Killing Lincoln was made available on Blu-ray Disc on June 11, 2013. It features commentary by Erik Jendresen, an interview with Bill O'Reilly, and multiple behind-the-scenes featurettes.

==Development==
In January 2012, it was announced that Bill O'Reilly would be executive producing a two-hour documentary for National Geographic Channel, inspired by his New York Times best selling novel Killing Lincoln: The Shocking Assassination That Changed America Forever. Filmmaking brothers Tony and Ridley Scott became attached to the project as producers.

Principal photography began on July 16, 2012, in Richmond, Virginia. It was at this time in which actor Billy Campbell was announced to play President Abraham Lincoln. On August 19, 2012, producer Tony Scott died by suicide. The film was dedicated in his memory.

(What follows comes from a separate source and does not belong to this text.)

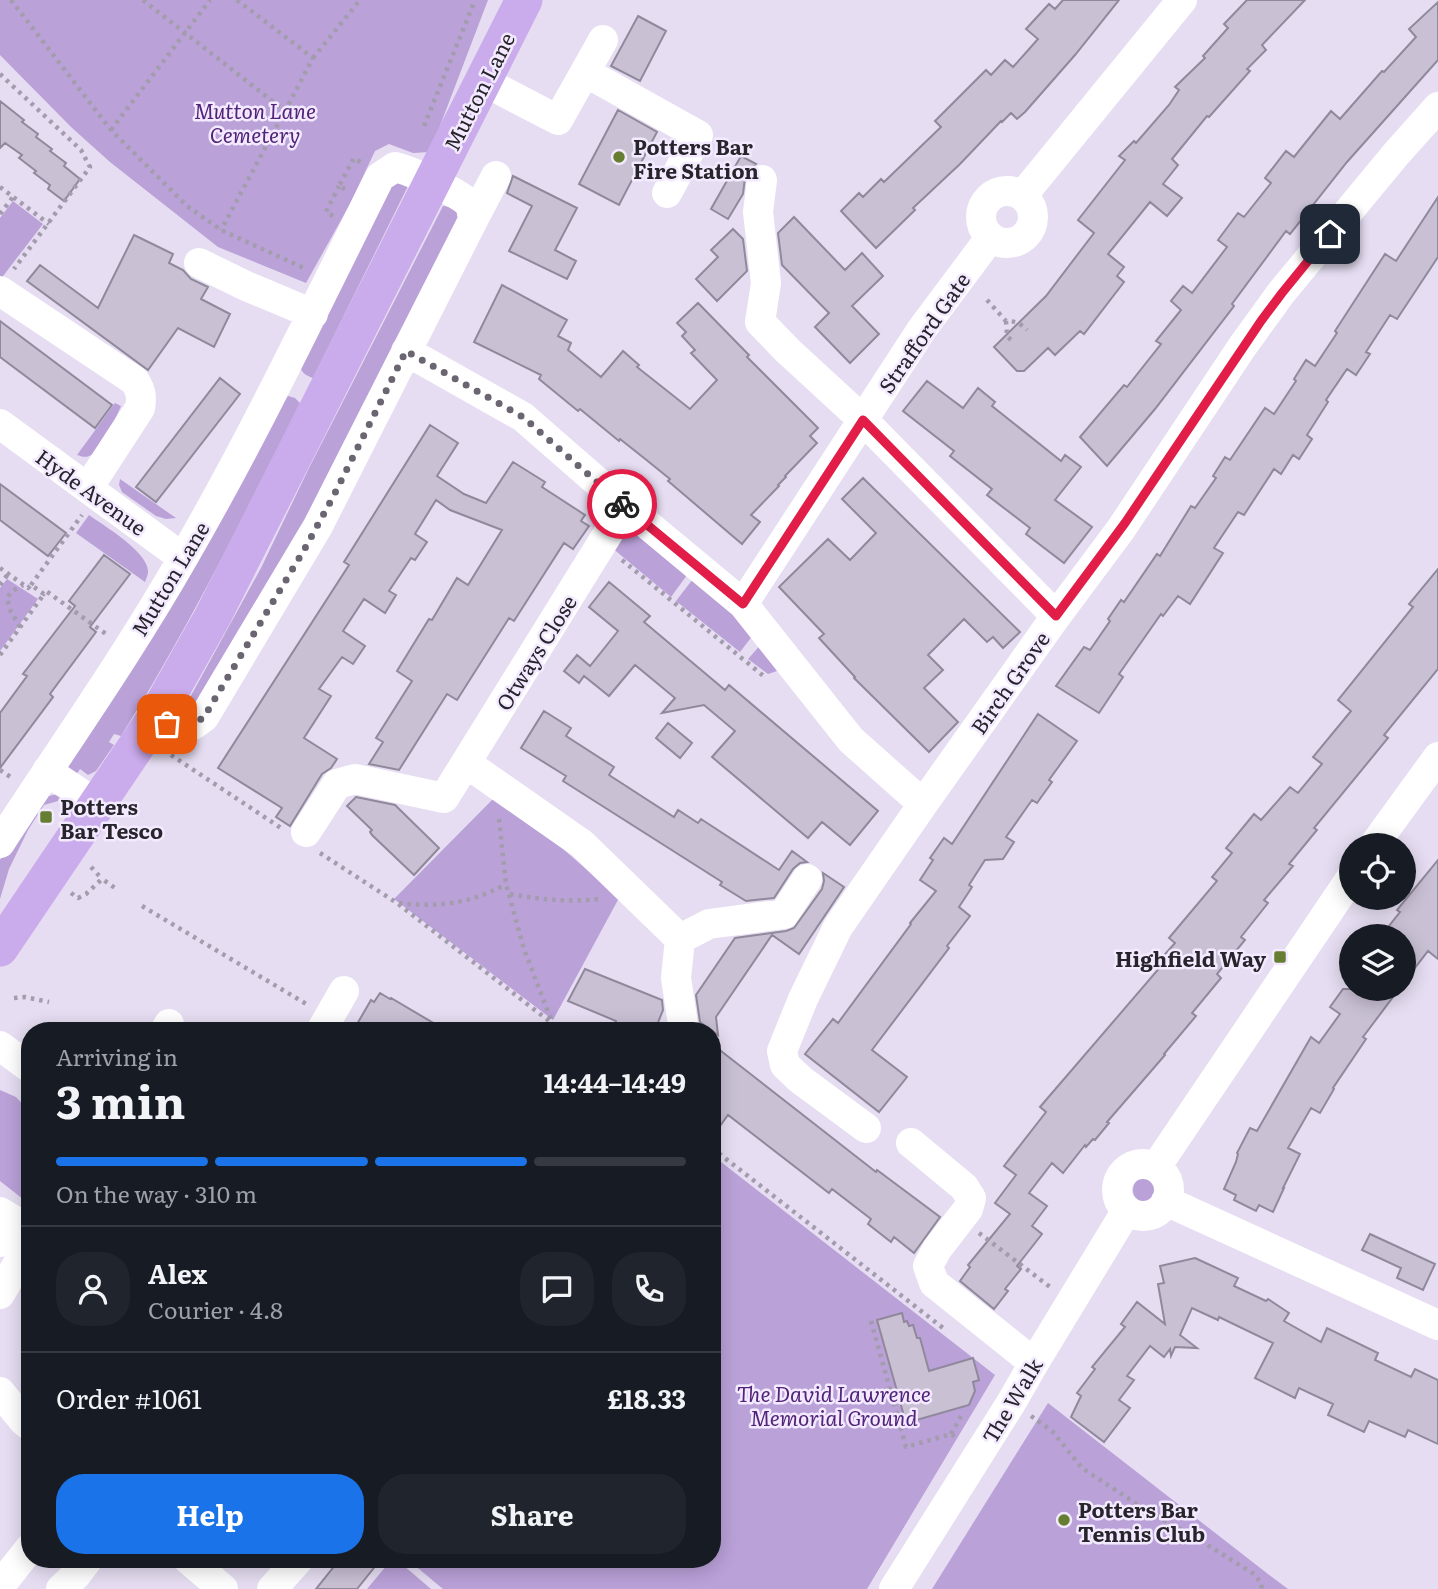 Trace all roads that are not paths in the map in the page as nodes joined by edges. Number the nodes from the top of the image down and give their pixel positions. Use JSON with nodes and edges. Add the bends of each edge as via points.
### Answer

On September 13, 2012, Tom Hanks, also a 3rd cousin 4 times removed of Lincoln, was announced as the film's "host, narrator and historical commentator".

==Cast==
- Jesse Johnson as John Wilkes Booth, a famous actor from 1855 until his death, and the leader of the plot to kill Lincoln.
- Billy Campbell as Abraham Lincoln, the 16th President of the United States, and the main target of the assassination.
- Geraldine Hughes as Mary Todd Lincoln, wife of President Lincoln, thus First Lady.
- Kam Dabrowski as James R. Tanner
- Brett Dalton as Robert Todd Lincoln, the President's son.
- Graham Beckel as Edwin Stanton, the Secretary of War.
- Eleanor Perkinson as Clara Harris, who accompanied the Lincolns to Ford's Theatre.
- Todd Fletcher as Edman Spangler, an employee at Ford's Theater.
- Shawn Pyfrom as Pvt. John W. Nichols
- Johnathan Tchaikovsky as Crawford
- Matt Hackman as Charles Leale, a Union surgeon who attended President Lincoln's mortal wounds.
- Myke Holmes as Dr. F.A. King
- Josh Murray as Lewis Powell (conspirator), a member of Booth's plot, who was assigned the task to kill Secretary of State William Seward.
- Seamus Mulcahy as David Herold, one of the conspirators, who aided Booth on his 12 day escape.
- Vince Nappo as Harry Hawk, the only actor on stage when Booth shot Lincoln and jumped down to the stage.
- Lucas N Hall as a Union Soldier
- Lance Lemon as William Bell, Secretary Seward's house waiter.
- Greg Cooper as Alexander Gardner, a photographer who took pictures of Lincoln and his assassins.
- Andrew Collie as James McCollom
- Ed Easterling as Chief Justice David Kellogg Cartter
- Joe Inscoe as Doctor May
- Benjamin Perkinson as Tad Lincoln, President Lincoln's youngest son.
- Logan Bennett as John McCullough
- Geoffrey Culbertson as Honor Guard Soldier
- Leiv Clegg as Proud Slave
- Paul D'Elia as Charles Forbes, Lincoln's valet.
- Robin Lord Taylor as Sgt. Silas Cobb, who led Booth cross the Navy Yard Bridge.

==Reception==
===Ratings===
Killing Lincoln aired on February 17, 2013, on National Geographic Channel, setting records for the cable network. The network's first factual drama project, Killing Lincolns 3.4 million viewers was NGC's single highest telecast viewership since its launch in late 1997, only to be topped by 3000 viewers by Killing Kennedy on November 10, 2013. The viewership was especially high for individual broadcasts, with a 175 percent increase from typical broadcasts in that time slot.

===Critical response===
On Metacritic, the series has a weighted average score of 56 out of 100, based on 15 critics, indicating "mixed or average" reviews.